++++ Data for processing ++++

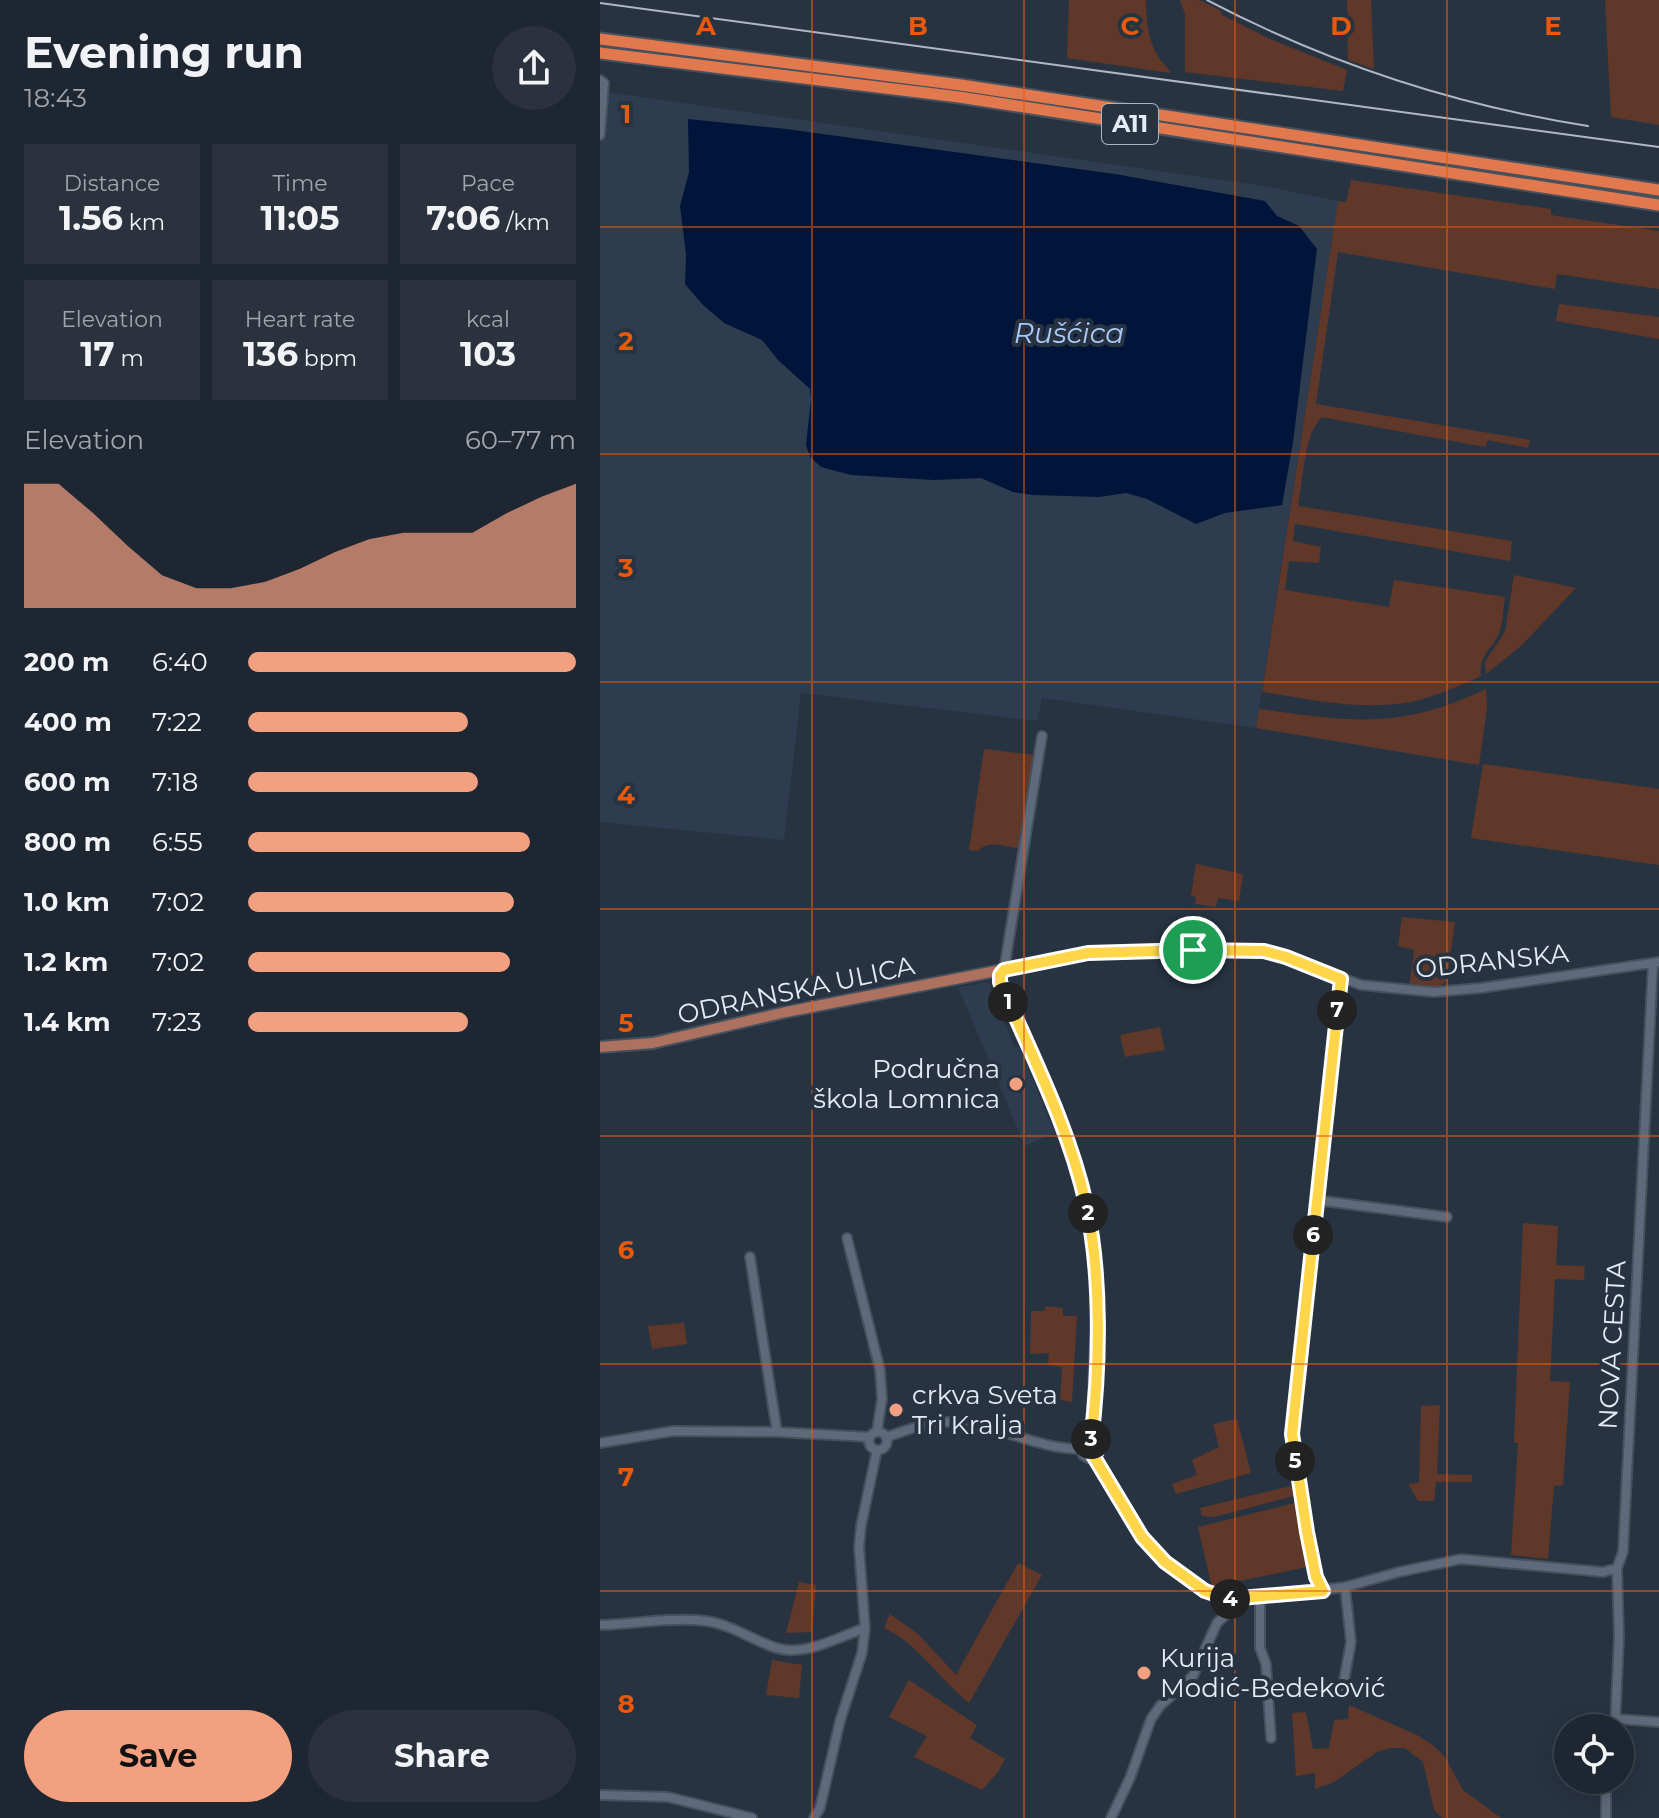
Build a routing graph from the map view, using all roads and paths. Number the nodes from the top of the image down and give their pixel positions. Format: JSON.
{"nodes":[{"id":1,"x":600,"y":39,"type":"edge"},
{"id":2,"x":600,"y":53,"type":"edge"},
{"id":3,"x":600,"y":80,"type":"edge"},
{"id":4,"x":600,"y":135,"type":"edge"},
{"id":5,"x":1659,"y":190,"type":"edge"},
{"id":6,"x":1659,"y":205,"type":"edge"},
{"id":7,"x":1042,"y":736,"type":"dead end"},
{"id":8,"x":1656,"y":962,"type":"edge"},
{"id":9,"x":1003,"y":970,"type":"junction"},
{"id":10,"x":1341,"y":979,"type":"junction"},
{"id":11,"x":600,"y":1047,"type":"edge"},
{"id":12,"x":1316,"y":1200,"type":"junction"},
{"id":13,"x":1447,"y":1217,"type":"dead end"},
{"id":14,"x":847,"y":1238,"type":"dead end"},
{"id":15,"x":750,"y":1257,"type":"dead end"},
{"id":16,"x":777,"y":1432,"type":"junction"},
{"id":17,"x":873,"y":1434,"type":"junction"},
{"id":18,"x":887,"y":1437,"type":"junction"},
{"id":19,"x":1091,"y":1441,"type":"junction"},
{"id":20,"x":600,"y":1443,"type":"edge"},
{"id":21,"x":1081,"y":1449,"type":"junction"},
{"id":22,"x":877,"y":1450,"type":"junction"},
{"id":23,"x":1094,"y":1457,"type":"junction"},
{"id":24,"x":1617,"y":1568,"type":"junction"},
{"id":25,"x":1315,"y":1572,"type":"junction"},
{"id":26,"x":1345,"y":1587,"type":"junction"},
{"id":27,"x":1323,"y":1591,"type":"junction"},
{"id":28,"x":1303,"y":1593,"type":"junction"},
{"id":29,"x":1260,"y":1597,"type":"junction"},
{"id":30,"x":1243,"y":1599,"type":"junction"},
{"id":31,"x":600,"y":1625,"type":"edge"},
{"id":32,"x":865,"y":1628,"type":"junction"},
{"id":33,"x":1343,"y":1686,"type":"dead end"},
{"id":34,"x":1616,"y":1714,"type":"edge"},
{"id":35,"x":1659,"y":1722,"type":"edge"},
{"id":36,"x":1634,"y":1723,"type":"edge"},
{"id":37,"x":1271,"y":1738,"type":"dead end"},
{"id":38,"x":1606,"y":1794,"type":"edge"},
{"id":39,"x":600,"y":1795,"type":"edge"},
{"id":40,"x":752,"y":1818,"type":"edge"},
{"id":41,"x":814,"y":1818,"type":"edge"},
{"id":42,"x":1111,"y":1818,"type":"edge"},
{"id":43,"x":1606,"y":1818,"type":"edge"}],
"edges":[{"from":1,"to":5,"type":"highway","number":"A11"},
{"from":2,"to":6,"type":"highway","number":"A11"},
{"from":3,"to":4,"type":"street"},
{"from":7,"to":9,"type":"street"},
{"from":8,"to":10,"type":"street","name":"ODRANSKA"},
{"from":8,"to":24,"type":"street","name":"NOVA CESTA"},
{"from":9,"to":10,"type":"street","name":"ODRANSKA"},
{"from":9,"to":11,"type":"main road","name":"ODRANSKA ULICA"},
{"from":9,"to":19,"type":"street"},
{"from":10,"to":12,"type":"street"},
{"from":12,"to":13,"type":"street"},
{"from":12,"to":25,"type":"street"},
{"from":14,"to":17,"type":"street"},
{"from":15,"to":16,"type":"street"},
{"from":16,"to":17,"type":"street"},
{"from":16,"to":20,"type":"street"},
{"from":17,"to":18,"type":"street"},
{"from":17,"to":22,"type":"street"},
{"from":18,"to":21,"type":"street"},
{"from":18,"to":22,"type":"street"},
{"from":19,"to":21,"type":"street"},
{"from":19,"to":23,"type":"street"},
{"from":21,"to":23,"type":"street"},
{"from":22,"to":32,"type":"street"},
{"from":23,"to":30,"type":"street"},
{"from":24,"to":26,"type":"street"},
{"from":24,"to":34,"type":"street","name":"NOVA CESTA"},
{"from":25,"to":27,"type":"street"},
{"from":25,"to":28,"type":"street"},
{"from":26,"to":27,"type":"street"},
{"from":26,"to":33,"type":"street"},
{"from":27,"to":28,"type":"street"},
{"from":28,"to":29,"type":"street"},
{"from":29,"to":30,"type":"street"},
{"from":29,"to":37,"type":"street"},
{"from":30,"to":42,"type":"street"},
{"from":31,"to":32,"type":"street"},
{"from":32,"to":41,"type":"street"},
{"from":35,"to":36,"type":"street"},
{"from":38,"to":43,"type":"street"},
{"from":39,"to":40,"type":"street"}]}
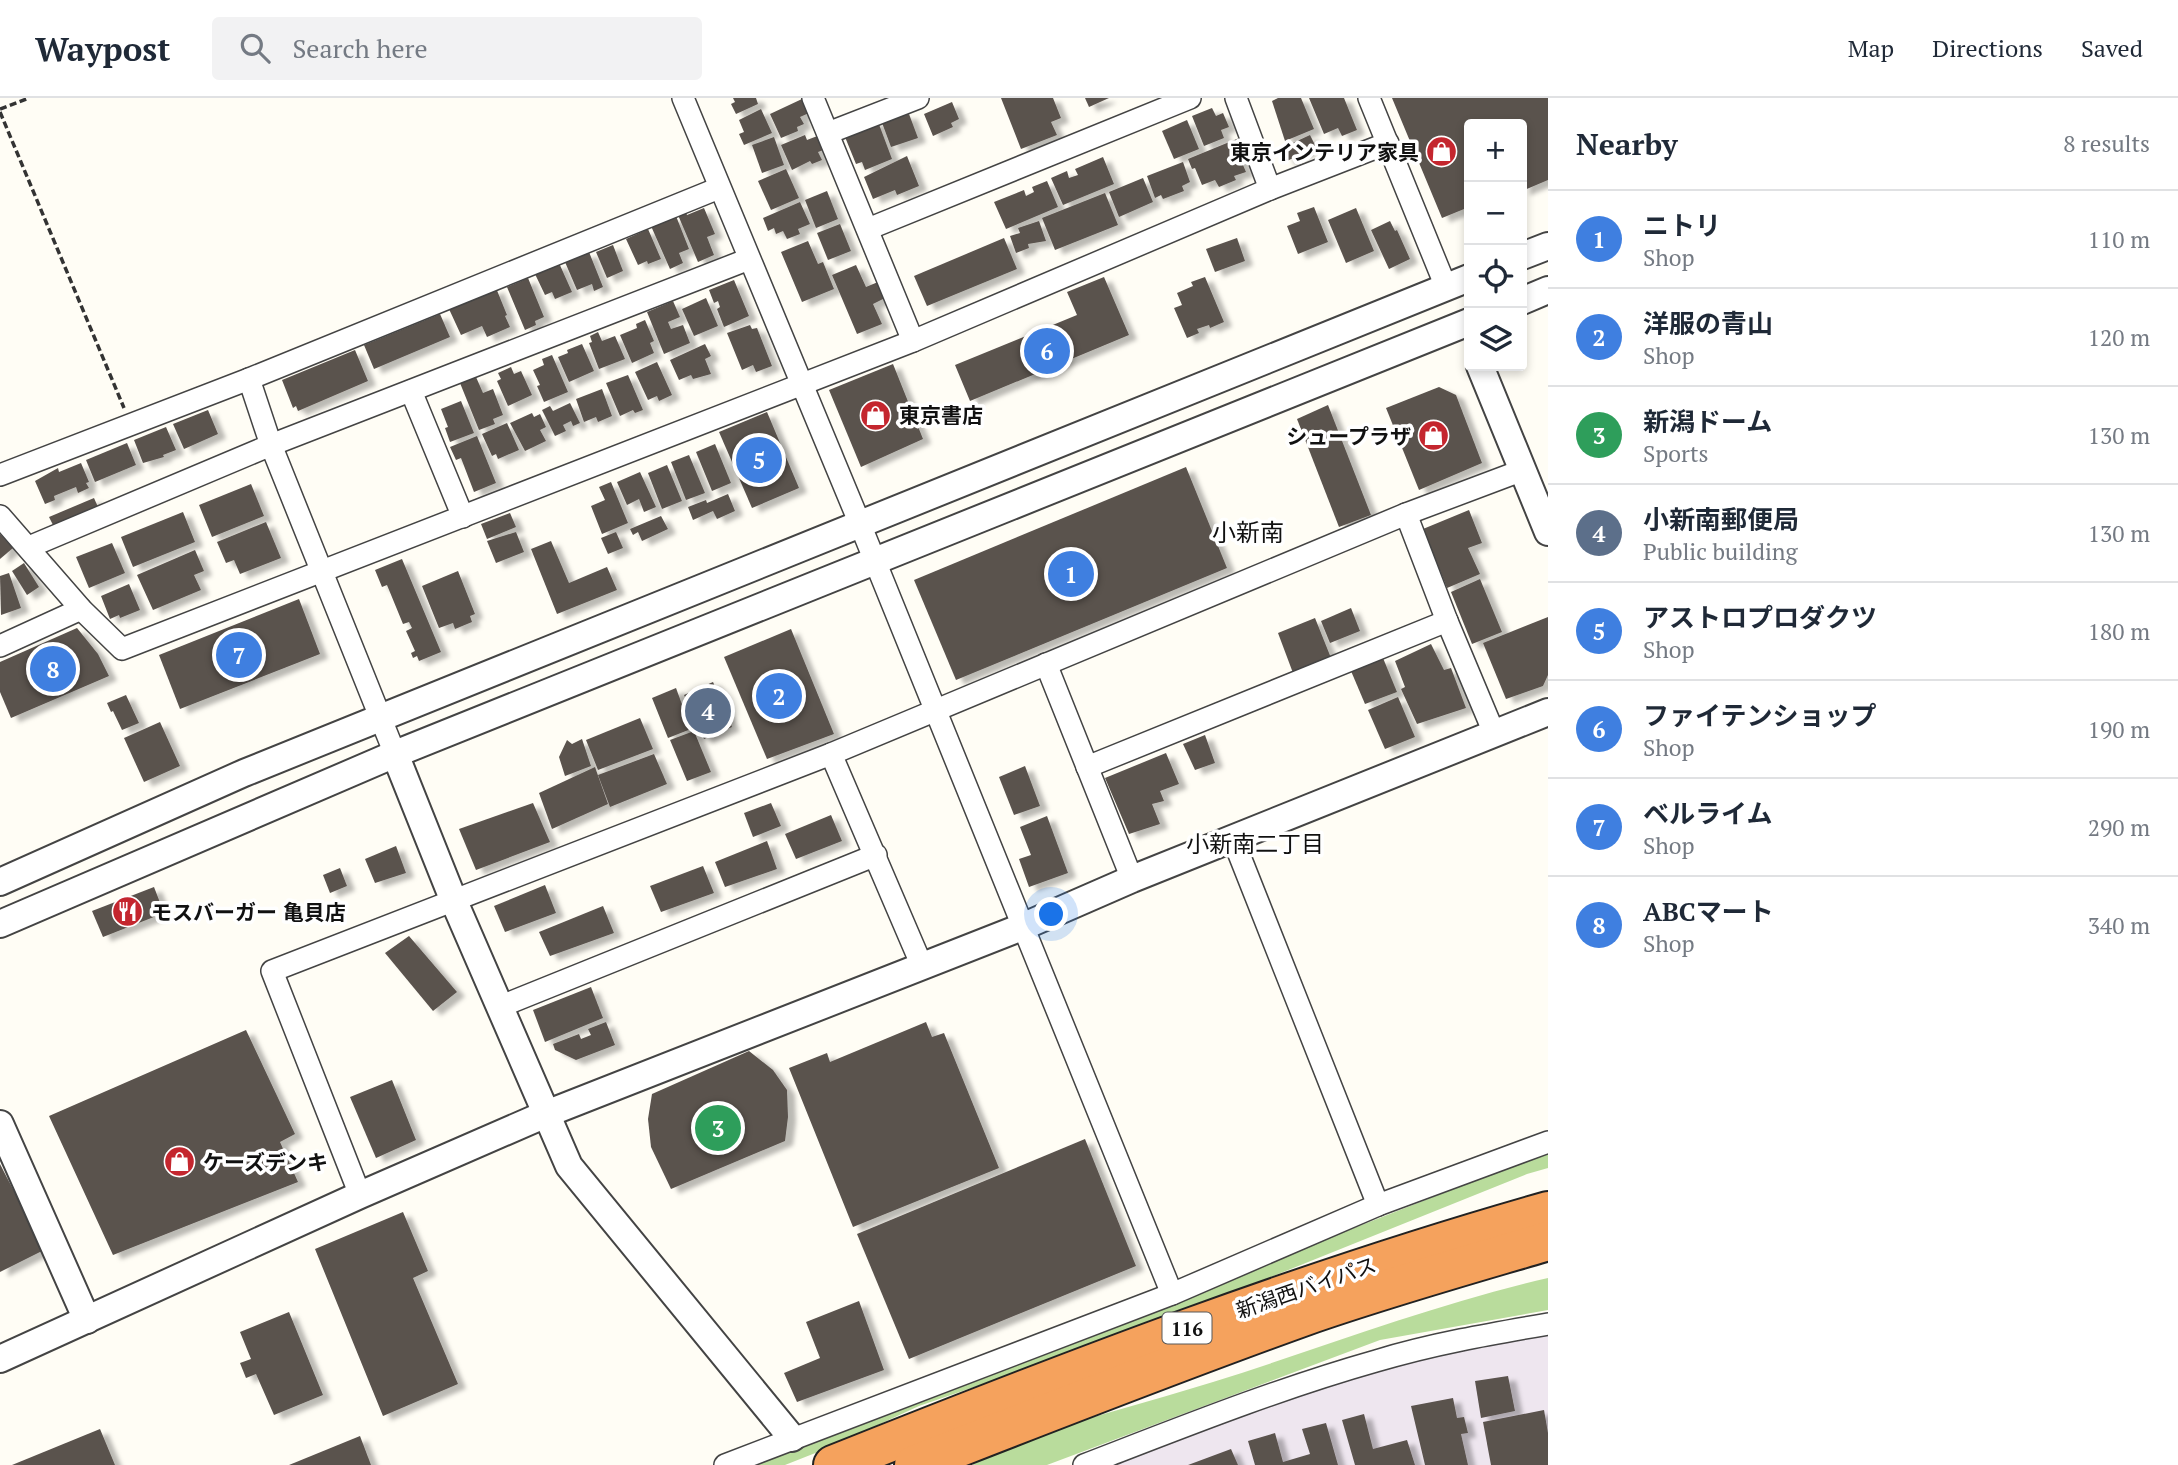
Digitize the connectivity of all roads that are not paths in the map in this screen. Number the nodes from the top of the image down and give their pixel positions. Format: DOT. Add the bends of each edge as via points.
graph roads {
  1 [pos="683,98"];
  2 [pos="813,98"];
  3 [pos="918,98"];
  4 [pos="1190,98"];
  5 [pos="1236,98"];
  6 [pos="1369,98"];
  7 [pos="828,133"];
  8 [pos="1388,144"];
  9 [pos="719,188"];
  10 [pos="1270,190"];
  11 [pos="868,229"];
  12 [pos="1548,246"];
  13 [pos="1527,254"];
  14 [pos="749,259"];
  15 [pos="1458,282"];
  16 [pos="1548,290"];
  17 [pos="1527,298"];
  18 [pos="1464,313"];
  19 [pos="1464,330"];
  20 [pos="913,341"];
  21 [pos="1482,371"];
  22 [pos="249,379"];
  23 [pos="800,383"];
  24 [pos="411,391"];
  25 [pos="271,445"];
  26 [pos="1523,470"];
  27 [pos="0,475"];
  28 [pos="1406,514"];
  29 [pos="0,516"];
  30 [pos="463,517"];
  31 [pos="860,524"];
  32 [pos="1548,532"];
  33 [pos="29,547"];
  34 [pos="874,561"];
  35 [pos="321,570"];
  36 [pos="81,608"];
  37 [pos="1447,621"];
  38 [pos="0,646"];
  39 [pos="1046,664"];
  40 [pos="935,709"];
  41 [pos="1548,712"];
  42 [pos="379,718"];
  43 [pos="1494,733"];
  44 [pos="395,754"];
  45 [pos="831,754"];
  46 [pos="1087,767"];
  47 [pos="1233,839"];
  48 [pos="876,855"];
  49 [pos="1132,879"];
  50 [pos="0,881"];
  51 [pos="453,899"];
  52 [pos="0,924"];
  53 [pos="1022,927"];
  54 [pos="922,966"];
  55 [pos="499,1007"];
  56 [pos="546,1114"];
  57 [pos="0,1124"];
  58 [pos="1548,1142"];
  59 [pos="1548,1184"];
  60 [pos="360,1195"];
  61 [pos="1378,1205"];
  62 [pos="1548,1211"];
  63 [pos="1548,1241"];
  64 [pos="1548,1266"];
  65 [pos="1295,1289"];
  66 [pos="1172,1294"];
  67 [pos="87,1320"];
  68 [pos="1548,1324"];
  69 [pos="0,1359"];
  70 [pos="1134,1379"];
  71 [pos="792,1438"];
  72 [pos="725,1465"];
  73 [pos="833,1465"];
  74 [pos="914,1465"];
  75 [pos="1084,1465"];
  1 -- 9 [label="street"];
  2 -- 7 [label="street"];
  3 -- 7 [label="street"];
  4 -- 11 [label="street"];
  5 -- 10 [label="street"];
  6 -- 8 [label="street"];
  7 -- 11 [label="street"];
  8 -- 10 [label="street"];
  8 -- 15 [label="street"];
  9 -- 14 [label="street"];
  9 -- 22 [label="street"];
  10 -- 20 [label="street"];
  11 -- 20 [label="street"];
  12 -- 13 [label="street"];
  14 -- 23 [label="street"];
  14 -- 24 [label="street"];
  15 -- 18 [label="street"];
  15 -- 31 [label="street"];
  16 -- 17 [label="street"];
  19 -- 34 [label="street"];
  20 -- 23 [label="street"];
  21 -- 26 [label="street"];
  22 -- 25 [label="street"];
  22 -- 27 [label="street"];
  23 -- 30 [label="street"];
  23 -- 31 [label="street"];
  24 -- 25 [label="street"];
  24 -- 30 [label="street"];
  25 -- 33 [label="street"];
  25 -- 35 [label="street"];
  26 -- 28 [label="street"];
  26 -- 32 [label="street"];
  28 -- 37 [label="street"];
  28 -- 39 [label="street"];
  29 -- 33 [label="street"];
  30 -- 35 [label="street"];
  31 -- 34 [label="street"];
  31 -- 42 [label="street"];
  33 -- 36 [label="street"];
  34 -- 40 [label="street"];
  34 -- 44 [label="street"];
  35 -- 36 [label="street" via="122,649"];
  35 -- 42 [label="street"];
  36 -- 38 [label="street"];
  37 -- 43 [label="street"];
  37 -- 46 [label="street"];
  39 -- 40 [label="street"];
  39 -- 46 [label="street"];
  40 -- 45 [label="street"];
  40 -- 53 [label="street"];
  41 -- 43 [label="street"];
  42 -- 44 [label="street"];
  42 -- 50 [label="street"];
  43 -- 47 [label="street"];
  44 -- 51 [label="street"];
  44 -- 52 [label="street"];
  45 -- 48 [label="street"];
  45 -- 51 [label="street"];
  46 -- 49 [label="street"];
  47 -- 49 [label="street"];
  47 -- 61 [label="street"];
  48 -- 54 [label="street"];
  48 -- 55 [label="street"];
  49 -- 53 [label="street"];
  51 -- 55 [label="street"];
  51 -- 60 [label="street" via="272,971"];
  53 -- 54 [label="street"];
  53 -- 66 [label="street"];
  54 -- 56 [label="street"];
  55 -- 56 [label="street"];
  56 -- 60 [label="street"];
  56 -- 71 [label="street" via="569,1166"];
  57 -- 67 [label="street"];
  58 -- 61 [label="street"];
  59 -- 65 [label="highway" via="1426,1229"];
  60 -- 67 [label="street"];
  61 -- 66 [label="street"];
  62 -- 65 [label="highway, 新潟西バイパス / 116"];
  63 -- 70 [label="highway, 新潟西バイパス / 116" via="1307,1316"];
  64 -- 70 [label="highway"];
  65 -- 73 [label="highway, 新潟西バイパス / 116"];
  66 -- 71 [label="street"];
  67 -- 69 [label="street"];
  68 -- 75 [label="street" via="1377,1360"];
  70 -- 74 [label="highway, 新潟西バイパス / 116"];
  71 -- 72 [label="street"];
}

++++

Task requirements: If a line in the records holds the string "positions", copy it.

Solution below:
Build a routing graph from the map view, using all roads and paths. Number the nodes from the top of the image down and give their pixel positions. Format: JSON.
Digitize the connectivity of all roads that are not paths in the map in this screen. Number the nodes from the top of the image down and give their pixel positions. Format: DOT. Add the bends of each edge as via points.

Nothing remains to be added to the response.